Given the softness and amount of cushioning present in vinyl, you’ll need a very smooth surface to work with, otherwise any blemishes, dents, raised bumps or pockmarks will be evident when the floor is finished. You can use hardboard to cover your existing floorboards and this will result in a lovely, even surface for your vinyl.

If your floors are solid concrete, you must test for dampness by taping a plastic bag about 1’ x 1’ over the floor and leaving for 24 hours. When you lift the bag, if there is moisture evident then you will need to use a damp-proof membrane before laying the vinyl floor.

Ceramic tiles will require a 3mm coat of self leveling compound to make sure the joints between each tile are smooth.

Order requirements

Before you place your order, measure the dimensions of the room/s and include any oddly shaped corners, nooks and the risers of staircases. Check the width of your chosen vinyl sheets as they come in 2, 3 and 4m and fit your dimensions to the vinyl specifications. Don’t forget to make allowances for trimming.

Laying your vinyl floor

    • Allow the vinyl to acclimate for a day or so in the room in which you will be laying it. It should be opened flat if there is adequate space, or at least left rolled more loosely.

    • Remove your shoes and give the floor a good vacuum to ensure the surface is free of debris that will show through the finished vinyl.

    • When ready to use, unroll the vinyl and position it up against the longest, single straight wall.
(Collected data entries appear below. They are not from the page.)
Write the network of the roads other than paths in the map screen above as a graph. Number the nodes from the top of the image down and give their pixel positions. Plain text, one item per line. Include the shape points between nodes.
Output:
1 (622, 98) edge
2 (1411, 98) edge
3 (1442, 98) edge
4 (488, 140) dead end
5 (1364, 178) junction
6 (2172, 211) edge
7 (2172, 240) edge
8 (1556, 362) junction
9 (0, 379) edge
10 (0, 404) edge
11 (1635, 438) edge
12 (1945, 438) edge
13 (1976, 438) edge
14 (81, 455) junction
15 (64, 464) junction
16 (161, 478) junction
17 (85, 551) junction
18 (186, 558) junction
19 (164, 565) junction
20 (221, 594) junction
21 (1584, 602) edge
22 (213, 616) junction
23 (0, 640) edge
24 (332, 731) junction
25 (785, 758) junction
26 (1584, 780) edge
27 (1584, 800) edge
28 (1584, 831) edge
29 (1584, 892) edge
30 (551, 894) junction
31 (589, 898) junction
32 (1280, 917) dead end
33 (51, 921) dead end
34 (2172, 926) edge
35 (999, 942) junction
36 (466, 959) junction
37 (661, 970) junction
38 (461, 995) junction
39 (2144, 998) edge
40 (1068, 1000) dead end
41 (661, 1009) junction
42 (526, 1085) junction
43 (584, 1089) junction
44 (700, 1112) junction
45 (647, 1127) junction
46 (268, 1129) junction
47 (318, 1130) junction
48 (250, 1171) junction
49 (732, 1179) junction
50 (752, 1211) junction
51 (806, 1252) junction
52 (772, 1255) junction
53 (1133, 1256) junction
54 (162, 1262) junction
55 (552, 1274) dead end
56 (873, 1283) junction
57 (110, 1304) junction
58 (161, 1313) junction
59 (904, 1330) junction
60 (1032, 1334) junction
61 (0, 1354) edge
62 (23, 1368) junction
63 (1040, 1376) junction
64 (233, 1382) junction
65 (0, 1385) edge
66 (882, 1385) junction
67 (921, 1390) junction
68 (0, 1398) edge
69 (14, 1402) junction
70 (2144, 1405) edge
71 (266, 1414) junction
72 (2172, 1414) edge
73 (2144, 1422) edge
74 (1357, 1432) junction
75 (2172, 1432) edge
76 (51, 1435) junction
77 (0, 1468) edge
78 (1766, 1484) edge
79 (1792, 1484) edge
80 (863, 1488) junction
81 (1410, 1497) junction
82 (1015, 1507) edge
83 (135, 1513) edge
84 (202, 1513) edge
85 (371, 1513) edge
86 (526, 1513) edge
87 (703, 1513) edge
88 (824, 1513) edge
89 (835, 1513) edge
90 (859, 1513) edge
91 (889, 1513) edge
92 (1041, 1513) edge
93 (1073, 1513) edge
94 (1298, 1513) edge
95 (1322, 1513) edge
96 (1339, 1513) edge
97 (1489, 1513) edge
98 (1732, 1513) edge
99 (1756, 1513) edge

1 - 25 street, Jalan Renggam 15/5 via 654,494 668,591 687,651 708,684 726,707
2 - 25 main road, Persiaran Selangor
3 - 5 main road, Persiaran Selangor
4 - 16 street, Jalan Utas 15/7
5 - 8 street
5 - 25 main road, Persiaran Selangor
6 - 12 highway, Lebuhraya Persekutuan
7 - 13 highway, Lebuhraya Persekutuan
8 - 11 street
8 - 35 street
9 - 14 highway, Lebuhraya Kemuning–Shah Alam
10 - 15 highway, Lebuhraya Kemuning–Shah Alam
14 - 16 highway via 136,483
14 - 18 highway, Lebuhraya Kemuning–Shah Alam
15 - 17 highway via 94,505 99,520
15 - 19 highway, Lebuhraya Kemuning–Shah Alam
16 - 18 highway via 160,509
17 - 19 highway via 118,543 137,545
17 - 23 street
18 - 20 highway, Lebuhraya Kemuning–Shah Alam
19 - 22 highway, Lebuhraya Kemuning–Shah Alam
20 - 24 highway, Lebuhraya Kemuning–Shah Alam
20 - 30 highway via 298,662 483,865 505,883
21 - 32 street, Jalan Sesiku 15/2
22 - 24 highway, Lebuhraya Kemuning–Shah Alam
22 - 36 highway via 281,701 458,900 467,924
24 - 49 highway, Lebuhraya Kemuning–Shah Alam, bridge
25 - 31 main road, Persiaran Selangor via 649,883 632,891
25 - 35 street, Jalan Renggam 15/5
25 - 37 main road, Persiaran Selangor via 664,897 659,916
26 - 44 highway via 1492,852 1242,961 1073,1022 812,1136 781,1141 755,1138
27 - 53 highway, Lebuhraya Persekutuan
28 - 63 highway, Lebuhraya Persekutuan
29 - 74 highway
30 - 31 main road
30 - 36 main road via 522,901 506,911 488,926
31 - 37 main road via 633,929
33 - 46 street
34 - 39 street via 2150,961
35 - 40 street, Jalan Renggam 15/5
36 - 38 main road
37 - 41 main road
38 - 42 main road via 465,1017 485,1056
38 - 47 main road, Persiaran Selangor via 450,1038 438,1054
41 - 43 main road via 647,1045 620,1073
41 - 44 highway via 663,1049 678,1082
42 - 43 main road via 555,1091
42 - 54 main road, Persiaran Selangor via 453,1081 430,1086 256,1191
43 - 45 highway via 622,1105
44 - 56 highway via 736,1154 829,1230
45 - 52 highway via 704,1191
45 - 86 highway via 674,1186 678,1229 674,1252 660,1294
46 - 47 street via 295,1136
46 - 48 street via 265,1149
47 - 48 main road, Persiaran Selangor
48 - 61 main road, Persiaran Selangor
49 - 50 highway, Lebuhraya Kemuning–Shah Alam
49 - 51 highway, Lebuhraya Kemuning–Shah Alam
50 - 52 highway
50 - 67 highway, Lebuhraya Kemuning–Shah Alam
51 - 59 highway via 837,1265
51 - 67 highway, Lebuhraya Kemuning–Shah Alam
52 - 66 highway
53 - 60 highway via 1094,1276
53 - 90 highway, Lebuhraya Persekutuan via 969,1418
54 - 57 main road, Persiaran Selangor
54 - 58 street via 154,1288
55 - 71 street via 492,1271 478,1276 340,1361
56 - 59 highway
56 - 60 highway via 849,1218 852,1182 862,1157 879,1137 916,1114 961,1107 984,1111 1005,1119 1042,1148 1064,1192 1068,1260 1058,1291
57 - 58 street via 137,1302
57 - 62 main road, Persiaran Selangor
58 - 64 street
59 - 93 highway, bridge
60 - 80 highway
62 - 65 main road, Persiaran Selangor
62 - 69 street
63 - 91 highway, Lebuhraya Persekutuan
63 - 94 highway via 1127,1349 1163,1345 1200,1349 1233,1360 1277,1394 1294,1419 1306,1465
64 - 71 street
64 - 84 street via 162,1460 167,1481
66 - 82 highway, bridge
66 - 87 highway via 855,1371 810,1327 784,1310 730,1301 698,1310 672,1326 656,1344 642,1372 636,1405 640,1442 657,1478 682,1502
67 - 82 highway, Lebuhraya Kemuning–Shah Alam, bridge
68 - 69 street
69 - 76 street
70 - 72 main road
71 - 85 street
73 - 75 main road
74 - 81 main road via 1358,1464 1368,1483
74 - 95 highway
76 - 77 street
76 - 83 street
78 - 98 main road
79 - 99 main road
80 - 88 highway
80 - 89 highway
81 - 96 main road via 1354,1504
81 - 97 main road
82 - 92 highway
Be sure to leave around 100mm of vinyl as overlap.

    • Check that your walls are square-on and if they are not, you might have to adjust the pattern for best results by angling the vinyl sheet a little.

    • Take a soft broom – preferably a new one without any grit in the bristles – and sweep the vinyl sheet nice and flat being careful to push out any air bubbles.

    • Cut in from the edge to keep the sheet flat in nooks and corners.

    • To fit internal corners, press the vinyl tightly into the corner and make a vertical cut downwards. Then trim off the waste from both sides of the vertical line and this will make a v-shape that you can push into the corner.

    • External corners should be cut from the apex of the corner towards the outer edge, using a 45° angle to allow plenty of vinyl to trim.

    • Make your way around the room using a steel ruler or other implement with a firm, straight edge to work the vinyl into the gap between the floor and the wall. Trim the vinyl waste away to ensure a good fit. For smaller areas such as door frames, use a paint scraper or putty knife for leverage.

    • Once you have finished laying your vinyl floor, use threshold strips at doorways to protect the edge of the vinyl sheet.

Laying a vinyl floor is a fairly straightforward procedure that requires more common strength than a tool box full of the latest handyman gadget. Think logically and take efficient measurements and the job should be simple for even a beginner.